II. JURISDICTION AND VENUE
This action arises under the Constitution and laws of the United States and is brought per Title 42 U.S.C. § 1983 and the Rehabilitation Act of 1973, 29 U.S.C. § 701 et seq. I have jurisdiction per 28 U.S.C. §§ 1331, 1343 and 1367 and 42 U.S.C. § 1983. Jurisdiction supporting Mr. Ragsdell's claim for attorney fees and costs is conferred by 42 U.S.C. § 1988 and 29 U.S.C. § 794a(b).

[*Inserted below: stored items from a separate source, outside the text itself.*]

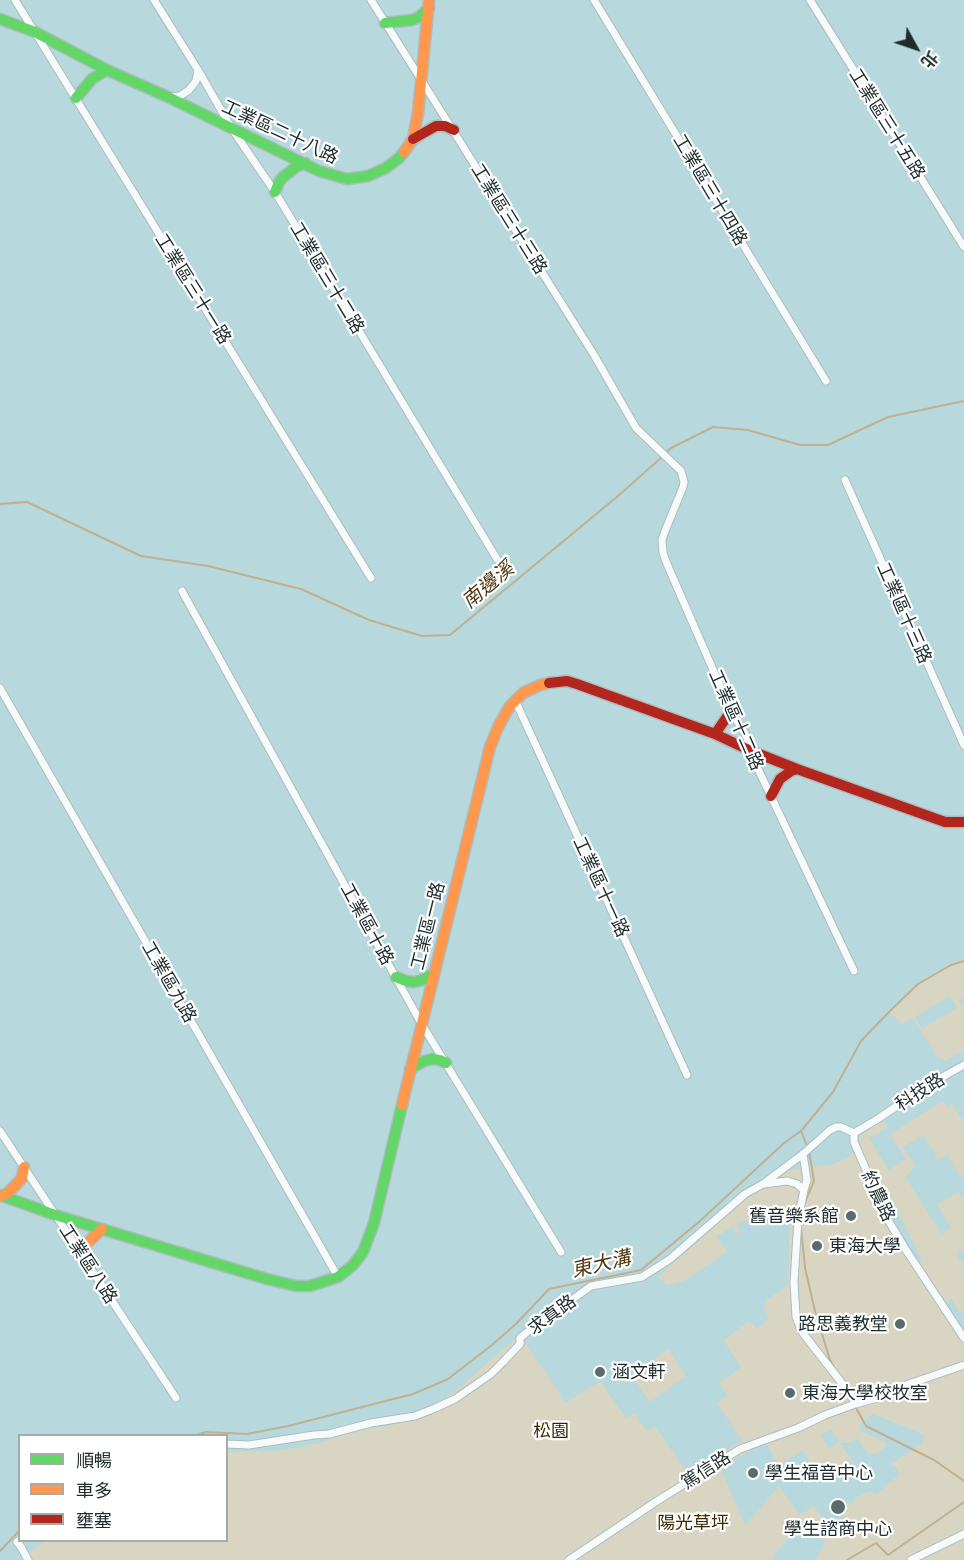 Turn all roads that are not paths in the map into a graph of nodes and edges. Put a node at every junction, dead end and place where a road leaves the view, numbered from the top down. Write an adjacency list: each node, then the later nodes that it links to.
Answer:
1 (15, 0): 9 (street, 工業區三十一路)
2 (154, 0): 11 (street, 工業區三十二路)
3 (370, 0): 8 (street, 工業區三十三路)
4 (594, 0): 21 (street, 工業區三十四路)
5 (810, 0): 20 (street, 工業區三十五路)
6 (429, 4): 8 (street); 12 (street, 工業區二十八路)
7 (0, 19): 9 (street, 工業區二十八路)
8 (386, 23): 12 (street, 工業區三十三路)
9 (34, 32): 10 (street, 工業區二十八路); 14 (street, 工業區三十一路)
10 (107, 70): 13 (street, 工業區二十八路); 14 (street)
11 (198, 70): 13 (street); 15 (street, 工業區三十二路)
12 (421, 79): 16 (street, 工業區三十三路); 17 (street, 工業區二十八路)
13 (168, 97): 15 (street, 工業區二十八路)
14 (76, 98): 25 (street, 工業區三十一路)
15 (232, 129): 18 (street, 工業區二十八路); 19 (street, 工業區三十二路)
16 (454, 130): 17 (street); 22 (street, 工業區三十三路)
17 (413, 139): 18 (street, 工業區二十八路)
18 (305, 163): 19 (street)
19 (275, 192): 24 (street, 工業區三十二路)
20 (964, 247)
21 (826, 381)
22 (676, 465): 29 (street, 工業區十二路)
23 (845, 480): 31 (street, 工業區十三路)
24 (497, 559)
25 (371, 578)
26 (182, 591): 38 (street, 工業區十路)
27 (0, 688): 55 (street, 工業區九路)
28 (515, 700): 30 (street, 工業區一路); 37 (street, 工業區一路); 43 (street, 工業區十一路)
29 (731, 711): 30 (street); 32 (street, 工業區十二路)
30 (715, 734): 32 (street, 工業區一路)
31 (964, 746)
32 (749, 750): 33 (street, 工業區一路); 34 (street, 工業區十二路)
33 (797, 769): 34 (street); 35 (street, 工業區一路)
34 (771, 796): 36 (street, 工業區十二路)
35 (964, 822)
36 (854, 971)
37 (433, 974): 38 (street); 39 (street, 工業區一路)
38 (396, 977): 39 (street, 工業區十路)
39 (421, 1023): 40 (street, 工業區十路); 42 (street, 工業區一路)
40 (446, 1063): 42 (street); 54 (street, 工業區十路)
41 (964, 1065): 45 (street, 科技路)
42 (410, 1069): 55 (street, 工業區一路)
43 (687, 1075)
44 (0, 1131): 47 (street, 工業區八路)
45 (854, 1132): 46 (street, 求真路); 56 (street, 約農路)
46 (803, 1154): 48 (street, 求真路); 49 (street)
47 (24, 1167): 50 (street); 51 (street, 工業區八路)
48 (763, 1184): 49 (street); 60 (street, 求真路)
49 (804, 1190): 59 (street)
50 (1, 1195): 51 (street, 工業區一路)
51 (56, 1215): 52 (street, 工業區一路); 53 (street, 工業區八路)
52 (102, 1229): 53 (street); 55 (street, 工業區一路)
53 (80, 1252): 58 (street, 工業區八路)
54 (561, 1252)
55 (338, 1277)
56 (964, 1338)
57 (964, 1365): 59 (street, 篤信路)
58 (176, 1398)
59 (852, 1402): 64 (street, 篤信路)
60 (228, 1444)
61 (964, 1534): 65 (street)
62 (18, 1542): 63 (street)
63 (28, 1560)
64 (569, 1560)
65 (911, 1560)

The employment practices alleged to be unlawful were committed within the United States District of Colorado. Venue is proper in this Court per 28 U.S.C. § 1391.
III. STANDARD OF REVIEW
Summary judgment is appropriate if there is no genuine dispute as to any material fact and the movant is entitled to judgment as a matter of law. Fed.R.Civ.P. 56(c); Adamson v. Multi Community Diversified Servs., Inc., 514 F.3d 1136, 1145 (10th Cir. 2008). A disputed fact is material if it could affect the outcome of the suit under the governing law. Adamson, 514 F.3d at 1145. A factual dispute is genuine if a rational jury could find for the nonmoving party on the evidence presented. Id. In deciding whether the moving party has carried its burden, I may not weigh the evidence and must view the evidence and draw all reasonable inferences from it in the light most favorable to the nonmoving party. See Anderson v. Liberty Lobby, Inc., 477 U.S. 242, 249 (1986); Adamson, 514 F.3d at 1145. Neither unsupported conclusory allegations nor a mere scintilla of evidence in support of the nonmovant's position are sufficient to create a genuine dispute of fact. See Mackenzie v. City and County of Denver, 414 F.3d 1266, 1273 (10th Cir. 2005); Lawmaster v. Ward, 125 F.3d 1341, 1347 (10th Cir. 1997).
IV. FACTUAL BACKGROUND
Defendant the Regional Housing Alliance of La Plata County (the "RHA") is a small community based housing assistance organization, with four employees during the relevant time period, helping low to middle income individuals and families purchase homes in southwestern Colorado. The RHA is a governmental entity and operates under a funding agreement between La Plata County, the City of Durango, and the Towns of Ignacio and Bayfield. Defendant La Plata Homes Fund ("LPHF") is a non-governmental, non-profit affordable housing agency also designed to help individuals and families purchase homes in southwestern Colorado. As a non-profit, LPHF had the ability to borrow money in compliance with TABOR and to apply for major funding sources including the Department of Treasury's program for Community Development Financial Institutions ("CDFI") certification. It obtained CDFI certification.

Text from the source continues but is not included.